The retail distribution review (RDR) kicks in on 1 January 2013 and it is clear that the financial services industry has its work cut out if it is going to be ready in time. This is the most radical change to distribution we have ever seen, but there remain a surprising number of unanswered questions.
It often strikes me that when it comes to investing people expect a lot for very little cost. If investing in a successful product can significantly enhance your wealth, why on earth would you object to paying for it? Everyone knows that you don’t get much in life for free, but are investors really willing to pay for financial advice? I love a bargain as much as the next girl but also appreciate that when it comes to major purchases, it is worth paying for quality. Shouldn’t protecting your financial future fall into this category? Writing a cheque to your adviser feels like a much more ‘real’ expense than charges that you never really noticed being taken from your investments. RDR is designed to protect consumers’ best interests, but there is a risk that some will view it as no more than an added expense.
It seems slightly mad that although over 40% of fund investments are made via platforms, we still do not know what RDR holds in store for this sales channel. This should become clear at the end of this year, and it will be interesting to see the response from providers. Interesting too is the fact that advisers will continue to receive trail commission on all business written until December 2012, with no plans to phase this out over time. It does not fit in with the philosophy of RDR that advisers are incentivised to leave legacy business untouched, when it could be in a client’s interests to make a switch.
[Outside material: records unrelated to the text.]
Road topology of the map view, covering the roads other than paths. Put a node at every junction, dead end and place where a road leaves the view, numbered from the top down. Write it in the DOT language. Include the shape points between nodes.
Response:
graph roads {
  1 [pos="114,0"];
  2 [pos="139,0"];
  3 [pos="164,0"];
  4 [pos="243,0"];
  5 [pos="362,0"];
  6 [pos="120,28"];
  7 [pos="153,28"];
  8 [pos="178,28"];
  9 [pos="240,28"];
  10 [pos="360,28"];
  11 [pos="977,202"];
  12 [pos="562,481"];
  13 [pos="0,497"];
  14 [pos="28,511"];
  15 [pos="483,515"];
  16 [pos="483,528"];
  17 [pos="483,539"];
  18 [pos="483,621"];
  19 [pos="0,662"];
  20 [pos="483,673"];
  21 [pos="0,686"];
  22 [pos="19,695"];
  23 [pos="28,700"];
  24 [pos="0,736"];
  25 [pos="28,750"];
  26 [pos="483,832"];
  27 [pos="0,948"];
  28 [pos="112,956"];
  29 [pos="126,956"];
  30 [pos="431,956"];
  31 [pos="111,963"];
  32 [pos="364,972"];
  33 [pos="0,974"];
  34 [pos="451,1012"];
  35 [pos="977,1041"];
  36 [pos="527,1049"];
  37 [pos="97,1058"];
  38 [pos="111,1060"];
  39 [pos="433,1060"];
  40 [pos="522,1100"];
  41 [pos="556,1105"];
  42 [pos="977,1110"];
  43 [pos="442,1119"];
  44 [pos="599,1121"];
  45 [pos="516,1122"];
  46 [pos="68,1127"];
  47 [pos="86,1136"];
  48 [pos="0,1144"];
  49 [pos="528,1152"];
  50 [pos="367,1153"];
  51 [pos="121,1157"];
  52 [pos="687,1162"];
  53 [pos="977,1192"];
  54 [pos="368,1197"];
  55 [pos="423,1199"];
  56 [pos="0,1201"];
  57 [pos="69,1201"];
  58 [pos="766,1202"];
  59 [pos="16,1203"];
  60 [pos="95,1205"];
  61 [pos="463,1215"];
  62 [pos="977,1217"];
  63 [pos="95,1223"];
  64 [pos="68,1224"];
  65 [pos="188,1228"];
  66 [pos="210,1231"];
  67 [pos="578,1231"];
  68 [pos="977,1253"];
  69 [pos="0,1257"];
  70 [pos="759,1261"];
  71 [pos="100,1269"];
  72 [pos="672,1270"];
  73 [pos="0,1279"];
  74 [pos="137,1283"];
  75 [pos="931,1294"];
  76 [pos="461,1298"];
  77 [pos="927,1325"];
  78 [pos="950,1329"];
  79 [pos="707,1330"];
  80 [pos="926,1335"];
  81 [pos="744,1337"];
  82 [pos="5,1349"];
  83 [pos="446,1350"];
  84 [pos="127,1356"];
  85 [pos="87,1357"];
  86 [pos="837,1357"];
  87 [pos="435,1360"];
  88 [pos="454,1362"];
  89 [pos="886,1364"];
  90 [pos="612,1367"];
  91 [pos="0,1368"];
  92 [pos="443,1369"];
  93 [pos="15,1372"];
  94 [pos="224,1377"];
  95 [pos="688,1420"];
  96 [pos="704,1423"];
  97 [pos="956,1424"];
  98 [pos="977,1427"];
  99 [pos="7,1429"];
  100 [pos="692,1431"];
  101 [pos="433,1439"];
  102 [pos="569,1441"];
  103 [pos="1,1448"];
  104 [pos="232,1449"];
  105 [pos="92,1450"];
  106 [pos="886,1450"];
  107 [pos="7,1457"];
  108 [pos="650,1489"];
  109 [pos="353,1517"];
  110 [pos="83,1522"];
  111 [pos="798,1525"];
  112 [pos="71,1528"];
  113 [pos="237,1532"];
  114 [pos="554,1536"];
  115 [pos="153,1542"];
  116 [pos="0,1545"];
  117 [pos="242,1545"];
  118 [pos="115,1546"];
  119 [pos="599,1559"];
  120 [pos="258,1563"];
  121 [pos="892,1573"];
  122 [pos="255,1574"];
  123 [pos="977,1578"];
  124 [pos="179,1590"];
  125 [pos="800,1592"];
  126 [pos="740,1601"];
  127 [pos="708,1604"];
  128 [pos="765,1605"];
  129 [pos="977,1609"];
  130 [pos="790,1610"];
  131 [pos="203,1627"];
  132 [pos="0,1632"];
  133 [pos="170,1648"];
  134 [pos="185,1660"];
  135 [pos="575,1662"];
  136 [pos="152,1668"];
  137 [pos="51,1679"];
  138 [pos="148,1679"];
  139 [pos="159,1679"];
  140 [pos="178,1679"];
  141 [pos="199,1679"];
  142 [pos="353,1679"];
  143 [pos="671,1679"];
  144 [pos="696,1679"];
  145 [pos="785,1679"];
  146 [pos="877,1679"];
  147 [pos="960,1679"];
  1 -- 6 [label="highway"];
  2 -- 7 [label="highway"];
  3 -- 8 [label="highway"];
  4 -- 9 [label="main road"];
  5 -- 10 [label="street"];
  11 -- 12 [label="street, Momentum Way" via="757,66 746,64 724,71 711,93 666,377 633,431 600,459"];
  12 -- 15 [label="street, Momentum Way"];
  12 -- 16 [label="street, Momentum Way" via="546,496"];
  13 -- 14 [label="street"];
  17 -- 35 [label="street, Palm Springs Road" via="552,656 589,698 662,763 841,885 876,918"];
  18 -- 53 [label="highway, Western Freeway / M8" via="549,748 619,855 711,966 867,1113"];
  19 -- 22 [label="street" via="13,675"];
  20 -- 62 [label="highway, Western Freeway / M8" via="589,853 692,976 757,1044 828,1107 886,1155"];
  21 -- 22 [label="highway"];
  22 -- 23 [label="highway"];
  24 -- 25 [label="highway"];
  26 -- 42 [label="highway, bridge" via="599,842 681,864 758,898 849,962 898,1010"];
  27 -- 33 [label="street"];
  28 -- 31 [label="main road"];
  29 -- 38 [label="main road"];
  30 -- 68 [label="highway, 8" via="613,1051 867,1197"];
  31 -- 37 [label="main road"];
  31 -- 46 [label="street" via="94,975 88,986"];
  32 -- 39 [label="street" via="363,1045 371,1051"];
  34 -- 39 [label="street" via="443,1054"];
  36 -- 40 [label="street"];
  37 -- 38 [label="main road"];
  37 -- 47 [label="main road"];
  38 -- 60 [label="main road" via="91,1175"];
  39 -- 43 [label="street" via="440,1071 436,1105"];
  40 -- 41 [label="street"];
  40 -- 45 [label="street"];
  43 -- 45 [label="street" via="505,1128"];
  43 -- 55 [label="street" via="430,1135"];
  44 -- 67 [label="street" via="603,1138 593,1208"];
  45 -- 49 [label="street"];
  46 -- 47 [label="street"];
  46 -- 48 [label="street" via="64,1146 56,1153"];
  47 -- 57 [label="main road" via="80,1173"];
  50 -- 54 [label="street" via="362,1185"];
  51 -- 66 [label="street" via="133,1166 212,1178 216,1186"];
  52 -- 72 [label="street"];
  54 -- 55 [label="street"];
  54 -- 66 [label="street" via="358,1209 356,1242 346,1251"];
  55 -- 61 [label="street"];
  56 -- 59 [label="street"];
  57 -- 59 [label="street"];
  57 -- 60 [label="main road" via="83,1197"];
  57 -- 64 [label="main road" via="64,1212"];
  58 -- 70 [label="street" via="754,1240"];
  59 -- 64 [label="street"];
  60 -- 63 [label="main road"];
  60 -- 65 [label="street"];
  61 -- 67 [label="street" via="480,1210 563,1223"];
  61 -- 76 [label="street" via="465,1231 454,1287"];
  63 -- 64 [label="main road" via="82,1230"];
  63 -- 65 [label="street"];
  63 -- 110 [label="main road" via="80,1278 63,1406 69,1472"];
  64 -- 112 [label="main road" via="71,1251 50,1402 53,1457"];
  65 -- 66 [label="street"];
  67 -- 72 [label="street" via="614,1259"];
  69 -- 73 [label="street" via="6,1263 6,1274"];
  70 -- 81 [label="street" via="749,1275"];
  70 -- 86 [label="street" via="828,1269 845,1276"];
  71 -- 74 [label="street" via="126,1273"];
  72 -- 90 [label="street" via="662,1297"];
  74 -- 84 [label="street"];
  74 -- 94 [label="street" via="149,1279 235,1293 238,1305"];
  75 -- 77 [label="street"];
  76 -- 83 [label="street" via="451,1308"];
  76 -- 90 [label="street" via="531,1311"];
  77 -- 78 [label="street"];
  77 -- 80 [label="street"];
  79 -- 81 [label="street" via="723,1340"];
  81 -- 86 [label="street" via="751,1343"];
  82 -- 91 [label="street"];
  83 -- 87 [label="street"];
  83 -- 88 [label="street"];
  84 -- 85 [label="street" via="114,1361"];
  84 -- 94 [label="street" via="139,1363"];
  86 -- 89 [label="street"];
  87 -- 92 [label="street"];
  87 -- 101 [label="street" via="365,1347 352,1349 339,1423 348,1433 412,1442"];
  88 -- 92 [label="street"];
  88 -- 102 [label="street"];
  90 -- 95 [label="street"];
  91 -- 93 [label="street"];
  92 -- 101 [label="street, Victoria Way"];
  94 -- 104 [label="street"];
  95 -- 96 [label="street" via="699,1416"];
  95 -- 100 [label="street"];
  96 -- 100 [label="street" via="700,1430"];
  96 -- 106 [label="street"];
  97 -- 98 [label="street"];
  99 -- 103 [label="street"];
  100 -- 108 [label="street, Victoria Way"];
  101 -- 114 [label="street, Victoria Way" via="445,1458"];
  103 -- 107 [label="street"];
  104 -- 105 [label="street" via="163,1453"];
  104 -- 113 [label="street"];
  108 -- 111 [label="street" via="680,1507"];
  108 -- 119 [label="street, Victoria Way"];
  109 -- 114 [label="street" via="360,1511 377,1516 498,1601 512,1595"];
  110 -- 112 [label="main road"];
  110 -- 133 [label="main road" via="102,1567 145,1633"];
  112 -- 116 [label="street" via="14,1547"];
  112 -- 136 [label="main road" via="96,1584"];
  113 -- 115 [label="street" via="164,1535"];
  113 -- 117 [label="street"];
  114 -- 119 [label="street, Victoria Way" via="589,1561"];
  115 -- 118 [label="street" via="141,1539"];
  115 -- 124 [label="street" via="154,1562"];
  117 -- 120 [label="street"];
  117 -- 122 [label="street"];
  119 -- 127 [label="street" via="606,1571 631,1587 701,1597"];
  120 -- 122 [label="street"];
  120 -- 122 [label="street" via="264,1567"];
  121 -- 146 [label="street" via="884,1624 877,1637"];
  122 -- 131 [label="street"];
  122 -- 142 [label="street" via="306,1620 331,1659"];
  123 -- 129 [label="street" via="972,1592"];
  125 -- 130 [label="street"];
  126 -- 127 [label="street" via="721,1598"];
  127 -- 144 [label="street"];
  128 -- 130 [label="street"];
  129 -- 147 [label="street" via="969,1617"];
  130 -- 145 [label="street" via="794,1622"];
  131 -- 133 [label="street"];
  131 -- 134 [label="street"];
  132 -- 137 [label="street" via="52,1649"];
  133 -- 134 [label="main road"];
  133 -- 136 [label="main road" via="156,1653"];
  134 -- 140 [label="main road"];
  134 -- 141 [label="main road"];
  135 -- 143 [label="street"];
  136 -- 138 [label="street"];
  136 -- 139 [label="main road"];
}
RDR will present opportunities and threats to the various cogs that make up the supply chain of financial products, and we could see some businesses change beyond recognition. Many fund managers are likely to redirect their marketing strategies. If direct communication with investors increases, it will be more important than ever for providers to adopt a clear approach, and to offer products which are transparent and easy to understand. At the same time there will be specialist ‘restricted’ firm of advisers who will need sophisticated reporting and information from product providers, potentially at a level akin to fund of fund investors. We are likely to see increased polarisation within the industry – with fund managers focusing on the market segment which is most appropriate for them.